The decision has dealt a severe blow to Portugal’s Central Bureau of Investigation and Prosecution (DCIAP) as the defendants - three German managers of the GSC consortium and 7 Portuguese businessmen – were expected at least to receive convictions, fines and suspended sentences in a tough display of Portugal’s alleged new attitude towards corruption.
The €20.2 million paid covertly to an account of a company that advised the German consortium, money that later was distributed to unknown accounts, was for reasons other than passing on 'commission payments' to those involved in this corrupt affair.
The men on trial had been accused of fraud and forgery by swindling the State over the purchase of two submarines for the Portuguese Navy.
The agreed price was €1 billion, with €600 million flowing back from the German seller via investments in Portugal. Not a cent has been received from the German part of the deal despite successive Portuguese Economy Ministers claiming the German investments in Portugal ‘are being looked at.’
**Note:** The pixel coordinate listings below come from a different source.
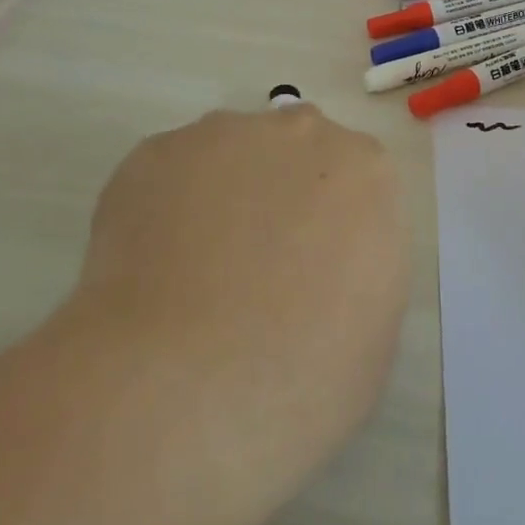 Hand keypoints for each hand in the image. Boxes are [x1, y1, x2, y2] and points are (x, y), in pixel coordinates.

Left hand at [73, 104, 409, 514]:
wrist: (185, 390)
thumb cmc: (305, 379)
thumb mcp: (375, 328)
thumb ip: (358, 267)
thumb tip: (322, 264)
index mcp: (366, 173)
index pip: (354, 182)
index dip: (328, 225)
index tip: (309, 269)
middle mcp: (301, 134)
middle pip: (294, 151)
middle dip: (279, 193)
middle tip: (252, 267)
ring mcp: (223, 136)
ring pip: (228, 155)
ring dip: (220, 195)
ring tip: (191, 275)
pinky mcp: (155, 154)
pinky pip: (167, 174)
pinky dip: (160, 211)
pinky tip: (148, 272) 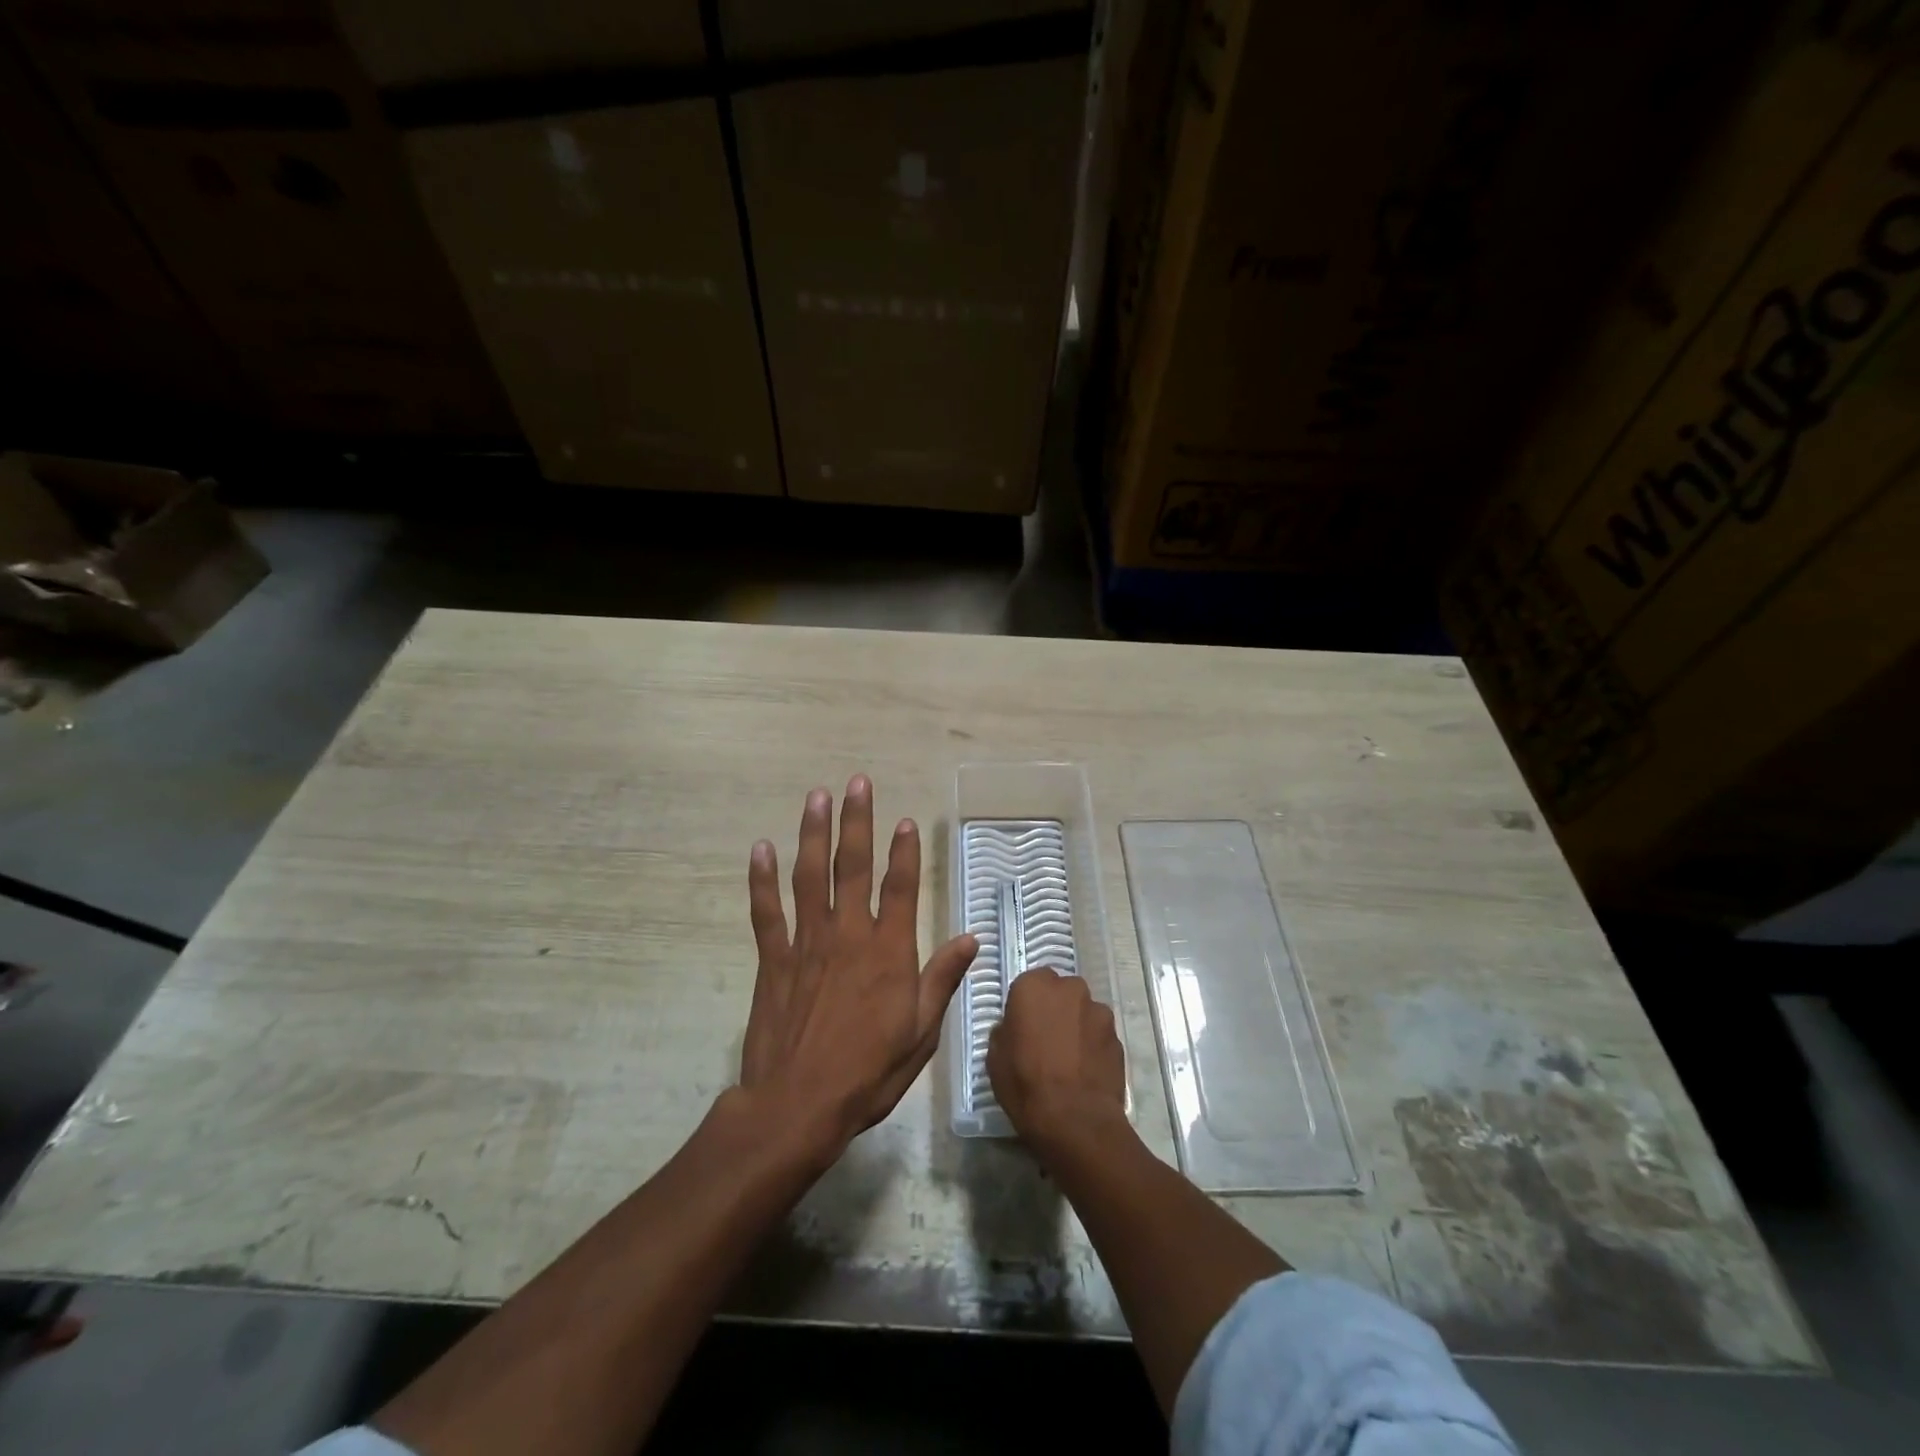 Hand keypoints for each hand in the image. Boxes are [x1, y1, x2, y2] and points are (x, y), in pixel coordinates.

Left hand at [739, 775, 978, 1154]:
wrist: (799, 1104)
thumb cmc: (869, 1072)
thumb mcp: (921, 1032)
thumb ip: (942, 979)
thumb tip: (971, 938)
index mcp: (888, 951)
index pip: (901, 888)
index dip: (905, 852)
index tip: (905, 820)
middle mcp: (848, 935)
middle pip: (853, 867)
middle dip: (856, 821)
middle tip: (857, 782)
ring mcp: (807, 943)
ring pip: (810, 877)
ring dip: (813, 834)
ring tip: (817, 797)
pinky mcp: (774, 959)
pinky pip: (766, 911)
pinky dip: (762, 879)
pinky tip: (760, 849)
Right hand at [987, 968, 1125, 1146]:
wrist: (1074, 1120)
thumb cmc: (1025, 1083)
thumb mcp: (995, 1056)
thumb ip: (1007, 1030)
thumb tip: (1016, 1028)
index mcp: (1035, 986)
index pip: (1031, 982)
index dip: (1028, 1003)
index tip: (1024, 1025)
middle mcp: (1070, 989)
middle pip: (1062, 992)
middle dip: (1056, 1009)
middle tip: (1047, 1039)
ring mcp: (1099, 1012)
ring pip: (1084, 1012)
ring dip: (1077, 1026)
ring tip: (1070, 1059)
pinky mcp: (1118, 1037)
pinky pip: (1100, 1035)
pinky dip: (1093, 1046)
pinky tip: (1086, 1071)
At trial, the prosecutor downgraded the requested punishment from a suspended sentence to a fine but even this was not handed out as the evidence in a report from the company Inteli, which was crucial to the prosecution prepared by the Central Bureau of Investigation and Prosecution (DCIAP), was ‘not considered valid’ as it served to pre-judge the case.
The submarine purchases go back to 2004 when Paulo Portas, the current deputy Prime Minster, was Minister of National Defence, and the current President of the European Commission José Manuel Barroso was Portugal’s Prime Minister.
The German part of the case was settled in court in late 2011, with the German company’s former executives Johann-Friedrich Haun and Hans-Peter Muehlenbeck sentenced to fines and both receiving suspended jail sentences of two years.
The first project under a new investment agreement, signed by Alvaro Perreira when Economy Minister, was for a €150 million refurbishment of the Algarve’s Alfamar Hotel. This later was abandoned on cost grounds but not until the defendants' lawyers pleaded that the case should be dropped if the investment went ahead. No other investment has been announced by the German company and the Portuguese taxpayer sits and waits for the contracted €600 million investment from the Germans which now seems even more unlikely every to happen.
A previous attempt by Ferrostaal to pass the purchasing of automotive components from 10 Portuguese companies was found not to constitute part of the agreement to invest €600 million in Portugal.
According to the prosecution, the fraudsters profited to the tune of €30 million while the Portuguese taxpayer paid €1 billion for two old submarines (*see comments below) worth €400 million at best.
Those acquitted today were Horst Weretecki, Antje Malinowski, Winfried Hotten, José Pedro Sá Ramalho, Filipe Mesquita Soares Moutinho, António Parreira Holterman Roquete, Rui Moura Santos, Fernando Jorge da Costa Gonçalves, António Lavrador Alves Jacinto and José Mendes Medeiros.